Information shown>
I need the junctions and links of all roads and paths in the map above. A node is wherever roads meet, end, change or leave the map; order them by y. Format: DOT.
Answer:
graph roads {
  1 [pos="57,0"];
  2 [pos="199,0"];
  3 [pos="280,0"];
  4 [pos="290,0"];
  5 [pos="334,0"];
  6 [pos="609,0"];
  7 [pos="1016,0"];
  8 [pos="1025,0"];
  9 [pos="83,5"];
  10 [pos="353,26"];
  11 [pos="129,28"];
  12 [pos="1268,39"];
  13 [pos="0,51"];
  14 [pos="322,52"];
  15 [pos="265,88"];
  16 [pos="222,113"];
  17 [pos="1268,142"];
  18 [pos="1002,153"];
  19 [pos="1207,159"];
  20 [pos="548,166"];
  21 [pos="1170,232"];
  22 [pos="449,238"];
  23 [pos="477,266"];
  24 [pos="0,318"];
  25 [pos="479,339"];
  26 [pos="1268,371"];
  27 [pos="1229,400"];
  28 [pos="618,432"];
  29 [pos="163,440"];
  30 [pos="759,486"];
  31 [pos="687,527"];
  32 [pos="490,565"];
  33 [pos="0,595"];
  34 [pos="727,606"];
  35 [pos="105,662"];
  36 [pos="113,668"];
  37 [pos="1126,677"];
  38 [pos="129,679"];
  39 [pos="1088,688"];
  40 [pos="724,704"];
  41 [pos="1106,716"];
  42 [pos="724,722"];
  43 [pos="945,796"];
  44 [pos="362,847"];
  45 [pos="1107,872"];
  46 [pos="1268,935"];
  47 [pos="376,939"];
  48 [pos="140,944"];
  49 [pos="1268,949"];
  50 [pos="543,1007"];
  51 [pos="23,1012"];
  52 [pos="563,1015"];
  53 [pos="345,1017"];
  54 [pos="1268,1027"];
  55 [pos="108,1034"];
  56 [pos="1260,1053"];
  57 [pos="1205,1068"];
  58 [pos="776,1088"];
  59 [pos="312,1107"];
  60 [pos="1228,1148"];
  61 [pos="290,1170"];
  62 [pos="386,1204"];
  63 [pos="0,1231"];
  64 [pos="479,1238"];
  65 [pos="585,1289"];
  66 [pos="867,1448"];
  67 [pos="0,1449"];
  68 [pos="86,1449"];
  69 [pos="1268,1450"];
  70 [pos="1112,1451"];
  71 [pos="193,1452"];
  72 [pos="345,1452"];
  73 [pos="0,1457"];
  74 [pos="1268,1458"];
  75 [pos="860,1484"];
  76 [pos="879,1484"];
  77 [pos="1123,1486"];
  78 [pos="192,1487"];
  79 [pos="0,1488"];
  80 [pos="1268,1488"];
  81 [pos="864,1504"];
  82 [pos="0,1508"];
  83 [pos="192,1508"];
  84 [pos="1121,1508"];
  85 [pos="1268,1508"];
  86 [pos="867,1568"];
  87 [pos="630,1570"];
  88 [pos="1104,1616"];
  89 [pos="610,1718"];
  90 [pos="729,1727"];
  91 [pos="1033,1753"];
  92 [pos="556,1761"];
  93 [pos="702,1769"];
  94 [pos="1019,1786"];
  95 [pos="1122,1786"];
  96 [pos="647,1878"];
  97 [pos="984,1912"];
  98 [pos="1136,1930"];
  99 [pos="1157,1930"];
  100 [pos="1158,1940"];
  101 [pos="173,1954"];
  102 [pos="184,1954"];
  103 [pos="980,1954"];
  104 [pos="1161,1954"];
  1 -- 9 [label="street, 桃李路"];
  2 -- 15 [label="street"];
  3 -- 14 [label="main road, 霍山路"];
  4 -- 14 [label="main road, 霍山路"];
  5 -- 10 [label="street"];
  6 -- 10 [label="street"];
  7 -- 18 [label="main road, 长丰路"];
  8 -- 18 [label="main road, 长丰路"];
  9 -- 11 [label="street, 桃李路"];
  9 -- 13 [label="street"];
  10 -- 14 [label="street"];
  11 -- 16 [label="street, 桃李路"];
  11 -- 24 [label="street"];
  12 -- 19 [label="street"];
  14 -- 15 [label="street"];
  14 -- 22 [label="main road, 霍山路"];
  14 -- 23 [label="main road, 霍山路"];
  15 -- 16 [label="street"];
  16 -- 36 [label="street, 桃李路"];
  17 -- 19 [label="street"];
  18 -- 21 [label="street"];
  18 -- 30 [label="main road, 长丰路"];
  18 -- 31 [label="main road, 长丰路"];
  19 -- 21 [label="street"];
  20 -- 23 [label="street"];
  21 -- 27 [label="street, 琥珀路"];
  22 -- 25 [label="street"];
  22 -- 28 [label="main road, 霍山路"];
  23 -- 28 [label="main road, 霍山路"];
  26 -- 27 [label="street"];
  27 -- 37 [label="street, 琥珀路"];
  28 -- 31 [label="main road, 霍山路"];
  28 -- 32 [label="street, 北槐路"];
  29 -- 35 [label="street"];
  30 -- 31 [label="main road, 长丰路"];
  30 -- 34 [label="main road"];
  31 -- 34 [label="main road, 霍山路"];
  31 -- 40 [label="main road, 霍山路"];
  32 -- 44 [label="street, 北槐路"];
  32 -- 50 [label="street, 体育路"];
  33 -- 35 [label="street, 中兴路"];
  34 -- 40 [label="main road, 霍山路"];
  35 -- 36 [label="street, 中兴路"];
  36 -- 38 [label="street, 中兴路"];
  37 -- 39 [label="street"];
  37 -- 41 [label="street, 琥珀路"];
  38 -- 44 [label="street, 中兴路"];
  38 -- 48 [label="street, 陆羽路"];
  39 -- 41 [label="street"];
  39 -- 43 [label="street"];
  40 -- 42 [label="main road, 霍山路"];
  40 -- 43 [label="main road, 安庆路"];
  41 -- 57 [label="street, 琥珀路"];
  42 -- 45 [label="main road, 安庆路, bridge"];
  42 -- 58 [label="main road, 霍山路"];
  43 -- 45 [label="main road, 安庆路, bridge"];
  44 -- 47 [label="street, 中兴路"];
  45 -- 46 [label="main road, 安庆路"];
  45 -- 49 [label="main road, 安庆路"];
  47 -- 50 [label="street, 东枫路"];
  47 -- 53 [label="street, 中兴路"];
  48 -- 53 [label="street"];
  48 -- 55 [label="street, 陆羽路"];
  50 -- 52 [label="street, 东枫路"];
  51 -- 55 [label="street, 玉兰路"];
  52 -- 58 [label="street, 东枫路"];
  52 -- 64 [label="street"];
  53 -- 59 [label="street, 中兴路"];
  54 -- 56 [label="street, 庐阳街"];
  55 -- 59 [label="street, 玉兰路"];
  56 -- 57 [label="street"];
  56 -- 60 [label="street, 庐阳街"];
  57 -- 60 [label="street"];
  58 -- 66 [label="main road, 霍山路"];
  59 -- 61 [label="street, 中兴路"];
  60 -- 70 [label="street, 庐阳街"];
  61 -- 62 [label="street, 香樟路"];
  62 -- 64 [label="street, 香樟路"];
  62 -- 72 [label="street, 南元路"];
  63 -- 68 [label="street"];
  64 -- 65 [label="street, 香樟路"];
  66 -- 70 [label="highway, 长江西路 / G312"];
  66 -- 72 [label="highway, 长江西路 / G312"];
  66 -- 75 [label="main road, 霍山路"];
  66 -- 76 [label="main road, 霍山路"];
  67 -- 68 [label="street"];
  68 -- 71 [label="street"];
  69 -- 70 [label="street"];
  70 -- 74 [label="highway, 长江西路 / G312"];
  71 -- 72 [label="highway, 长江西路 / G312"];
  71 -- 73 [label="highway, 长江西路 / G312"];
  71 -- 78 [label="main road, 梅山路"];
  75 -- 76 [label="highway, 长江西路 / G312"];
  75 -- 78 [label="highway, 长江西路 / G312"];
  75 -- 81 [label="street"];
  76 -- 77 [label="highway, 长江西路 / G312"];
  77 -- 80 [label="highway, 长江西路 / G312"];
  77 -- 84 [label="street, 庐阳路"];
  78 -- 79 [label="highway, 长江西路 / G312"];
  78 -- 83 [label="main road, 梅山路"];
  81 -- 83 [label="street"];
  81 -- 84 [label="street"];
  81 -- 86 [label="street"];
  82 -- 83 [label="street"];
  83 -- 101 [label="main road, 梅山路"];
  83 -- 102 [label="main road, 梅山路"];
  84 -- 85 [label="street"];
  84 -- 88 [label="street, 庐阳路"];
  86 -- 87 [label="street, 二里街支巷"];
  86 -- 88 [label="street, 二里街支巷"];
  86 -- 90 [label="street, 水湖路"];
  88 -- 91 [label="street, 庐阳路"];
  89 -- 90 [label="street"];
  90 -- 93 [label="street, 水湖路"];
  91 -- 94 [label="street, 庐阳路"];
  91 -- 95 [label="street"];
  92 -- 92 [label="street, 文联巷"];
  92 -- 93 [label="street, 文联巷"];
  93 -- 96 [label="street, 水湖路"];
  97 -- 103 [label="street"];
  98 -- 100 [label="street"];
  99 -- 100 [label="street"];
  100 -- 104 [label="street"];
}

Task to carry out>
Report back each line in the material above that contains the string "二里街支巷".

Exercise result>
  86 -- 87 [label="street, 二里街支巷"];
  86 -- 88 [label="street, 二里街支巷"];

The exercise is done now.